**WHAT THE EXERCISE ASKS:** Within the listing below, determine how many lines hold the word "Zülfikar". Give the number with no commentary.

**EXTRACTED INFORMATION:**
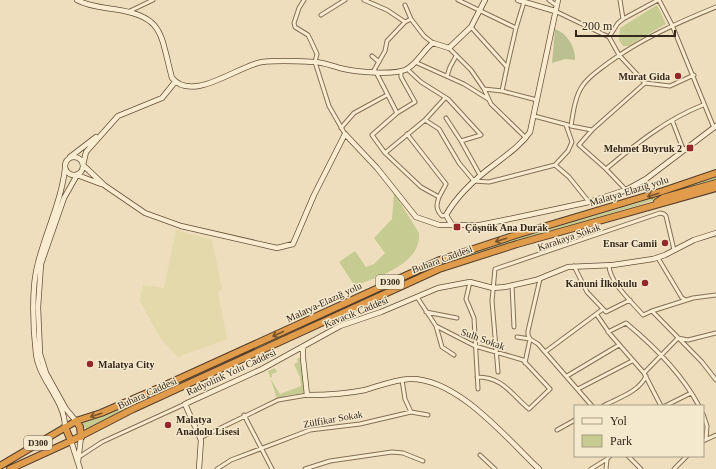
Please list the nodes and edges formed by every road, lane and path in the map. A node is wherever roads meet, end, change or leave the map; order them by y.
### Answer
1 (77, 0) edge
2 (153, 0) edge
3 (304, 0) edge
4 (345, 0) edge
5 (364, 0) edge
6 (458, 0) edge
7 (485, 0) edge
8 (518, 0) edge
9 (549, 0) edge
10 (558, 0) edge
11 (620, 0) edge
12 (659, 0) edge
13 (524, 2) junction
14 (405, 5) dead end
15 (555, 8) junction
16 (716, 8) edge
17 (480, 10) junction
18 (130, 11) junction
19 (321, 15) dead end
20 (411, 19) junction
21 (623, 19) junction
22 (405, 22) junction
23 (672, 25) junction
24 (471, 26) junction
25 (516, 28) junction
26 (609, 37) junction
27 (433, 43) junction
28 (449, 48) junction
29 (619, 55) junction
30 (372, 56) dead end
31 (456, 56) junction
32 (315, 62) junction
33 (378, 62) junction
34 (415, 62) junction
35 (507, 67) junction
36 (407, 69) junction
37 (401, 71) junction
38 (375, 72) junction
39 (694, 75) junction
40 (447, 76) junction
41 (175, 82) junction
42 (645, 83) junction
43 (484, 89) junction
44 (502, 90) junction
45 (387, 96) junction
46 (445, 98) junction
47 (488, 100) junction
48 (537, 100) junction
49 (703, 105) junction
50 (397, 113) junction
51 (534, 116) junction
52 (446, 118) dead end
53 (425, 120) junction
54 (672, 120) junction
55 (111, 124) junction
56 (566, 125) junction
57 (571, 126) junction
58 (715, 127) edge
59 (341, 128) junction
60 (592, 130) junction
61 (345, 134) junction
62 (407, 134) junction
63 (526, 138) junction
64 (461, 141) junction
65 (572, 142) junction
66 (579, 145) junction
67 (683, 149) junction
68 (385, 153) junction
69 (69, 159) junction
70 (83, 165) junction
71 (555, 165) junction
72 (606, 168) junction
73 (65, 169) junction
74 (716, 169) edge
75 (716, 173) edge
76 (77, 175) junction
77 (480, 175) junction
78 (705, 177) junction
79 (474, 181) junction
80 (716, 183) edge
81 (104, 186) junction
82 (716, 188) edge
83 (626, 190) junction
84 (439, 197) junction
85 (589, 202) junction
86 (651, 206) junction
87 (446, 215) junction
88 (452, 225) junction
89 (716, 233) edge
90 (674, 250) junction
91 (658, 258) junction
92 (609, 264) junction
93 (574, 266) junction
94 (540, 279) junction
95 (470, 282) junction
96 (512, 285) junction
97 (493, 288) junction
98 (716, 295) edge
99 (417, 297) junction
100 (630, 300) junction
101 (686, 300) junction
102 (603, 309) junction
103 (652, 311) junction
104 (426, 312) junction
105 (597, 315) junction
106 (334, 317) junction
107 (457, 318) dead end
108 (340, 326) junction
109 (436, 326) junction
110 (514, 327) dead end
111 (608, 332) junction
112 (716, 333) edge
113 (517, 337) dead end
114 (678, 338) junction
115 (530, 339) junction
116 (619, 345) junction
117 (475, 346) junction
118 (303, 347) junction
119 (545, 352) junction
120 (496, 353) junction
121 (454, 355) dead end
122 (661, 355) junction
123 (632, 361) junction
124 (525, 363) junction
125 (498, 372) dead end
126 (645, 374) junction
127 (567, 376) junction
128 (477, 377) junction
129 (402, 380) junction
130 (716, 380) edge
131 (478, 389) dead end
132 (578, 389) junction
133 (691, 393) junction
134 (307, 395) junction
135 (185, 404) junction
136 (591, 405) edge
137 (605, 405) edge
138 (660, 405) edge
139 (667, 405) edge
140 (698, 405) edge
141 (411, 412) junction
142 (244, 415) junction
143 (428, 415) dead end
144 (704, 417) edge
145 (76, 421) junction
146 (574, 421) edge
147 (66, 427) junction
148 (556, 430) dead end
149 (716, 435) edge
150 (81, 437) junction
151 (200, 438) junction
152 (705, 440) edge
153 (71, 442) junction
154 (261, 449) junction
155 (480, 455) dead end
156 (608, 457) edge
157 (629, 457) edge
158 (686, 457) edge
159 (77, 458) junction
160 (423, 461) dead end
161 (0, 466) edge
162 (10, 469) edge
163 (80, 469) edge
164 (199, 469) edge
165 (217, 469) edge
166 (272, 469) edge
167 (305, 469) edge
168 (495, 469) edge
169 (539, 469) edge
170 (591, 469) edge
171 (606, 469) edge
172 (641, 469) edge
173 (674, 469) edge

1 - 18 street
2 - 18 street
3 - 32 street
4 - 19 street
5 - 22 street
6 - 17 street
7 - 17 street
8 - 13 street
9 - 15 street
10 - 15 street
11 - 21 street
12 - 21 street
12 - 23 street
13 - 15 street
13 - 25 street
14 - 20 street
15 - 26 street
15 - 48 street
16 - 23 street
17 - 24 street
17 - 25 street
18 - 41 street
20 - 22 street
20 - 27 street
21 - 26 street
22 - 33 street
23 - 29 street
23 - 39 street
24 - 28 street
24 - 35 street
25 - 35 street
26 - 29 street
27 - 28 street
27 - 34 street
28 - 31 street
29 - 42 street
29 - 57 street
30 - 33 street
31 - 40 street
31 - 43 street
32 - 38 street
32 - 41 street
32 - 59 street
33 - 38 street
34 - 36 street
34 - 40 street
35 - 44 street
36 - 37 street
36 - 46 street
37 - 38 street
37 - 50 street
38 - 45 street
39 - 42 street
39 - 49 street
40 - 47 street
41 - 55 street
42 - 60 street
43 - 44 street
43 - 47 street
44 - 48 street
45 - 50 street
45 - 59 street
46 - 53 street
46 - 64 street
47 - 63 street
48 - 51 street
49 - 54 street
49 - 58 street
50 - 68 street
51 - 56 street
51 - 63 street
52 - 64 street
53 - 62 street
53 - 79 street
54 - 67 street
54 - 72 street
55 - 69 street
55 - 70 street
56 - 57 street
56 - 65 street
57 - 60 street
58 - 67 street
59 - 61 street
60 - 66 street
61 - 81 street
61 - 88 street
62 - 68 street
62 - 84 street
63 - 77 street
64 - 77 street
65 - 66 street
65 - 71 street
66 - 72 street
67 - 83 street
68 - 84 street
69 - 70 street
69 - 73 street
70 - 76 street
70 - 81 street
71 - 79 street
71 - 85 street
72 - 83 street
73 - 76 street
73 - 147 street
74 - 78 street
75 - 78 highway, Malatya-Elazığ yolu / D300
76 - 81 street
76 - 145 street
77 - 79 street
78 -> 145 highway, Malatya-Elazığ yolu / D300
79 - 87 street
80 - 86 highway
82 - 86 highway, Buhara Caddesi / D300
83 - 85 street
84 - 87 street
85 - 88 street
86 - 106 highway, Buhara Caddesi / D300
87 - 88 street
89 - 90 street, Kavacık Caddesi
90 - 91 street, Kavacık Caddesi
90 - 97 street, Karakaya Sokak
91 - 92 street, Kavacık Caddesi
91 - 101 street
92 - 93 street, Kavacık Caddesi
92 - 100 street
93 - 94 street, Kavacık Caddesi
93 - 102 street
94 - 96 street, Kavacık Caddesi
94 - 115 street
95 - 97 street, Kavacık Caddesi
95 - 99 street, Kavacık Caddesi
95 - 117 street
96 - 97 street, Kavacık Caddesi
96 - 110 street
97 - 120 street
98 - 101 street
99 - 104 street, Sulh Sokak
99 - 108 street, Kavacık Caddesi
100 - 102 street
100 - 103 street
101 - 103 street
102 - 105 street
103 - 114 street
104 - 107 street
104 - 109 street, Sulh Sokak
105 - 111 street
105 - 119 street
106 - 108 street
106 - 150 highway, Buhara Caddesi / D300
108 - 118 street, Kavacık Caddesi
109 - 117 street, Sulh Sokak
109 - 121 street
111 - 116 street
111 - 122 street
112 - 114 street
113 - 115 street
114 - 122 street
114 - 130 street
115 - 119 street
115 - 124 street
116 - 123 street
116 - 127 street
117 - 120 street, Sulh Sokak
117 - 128 street
118 - 134 street
118 - 135 street, Radyolink Yolu Caddesi
119 - 127 street
120 - 124 street, Sulh Sokak
120 - 125 street
122 - 126 street
122 - 133 street
123 - 126 street
123 - 132 street
124 - 128 street, Sulh Sokak
126 - 137 street
126 - 138 street
127 - 132 street
128 - 131 street
129 - 134 street
129 - 141 street
129 - 169 street
132 - 136 street
133 - 139 street
133 - 140 street
134 - 142 street
135 - 151 street, Radyolink Yolu Caddesi
135 - 159 street
141 - 143 street, Zülfikar Sokak
141 - 154 street, Zülfikar Sokak
142 - 151 street
142 - 154 street
144 - 152 street
145 - 147 highway, Malatya-Elazığ yolu / D300
145 - 150 highway
146 - 148 street
147 - 153 highway
147 - 161 highway, Malatya-Elazığ yolu / D300
149 - 152 street
150 - 153 highway, D300
150 - 159 street
151 - 164 street, Radyolink Yolu Caddesi
153 - 159 street
153 - 162 highway, D300
154 - 165 street, Zülfikar Sokak
154 - 166 street
155 - 168 street
156 - 170 street
156 - 171 street
157 - 172 street
158 - 173 street
159 - 163 street
160 - 167 street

**ANSWER AREA:** 3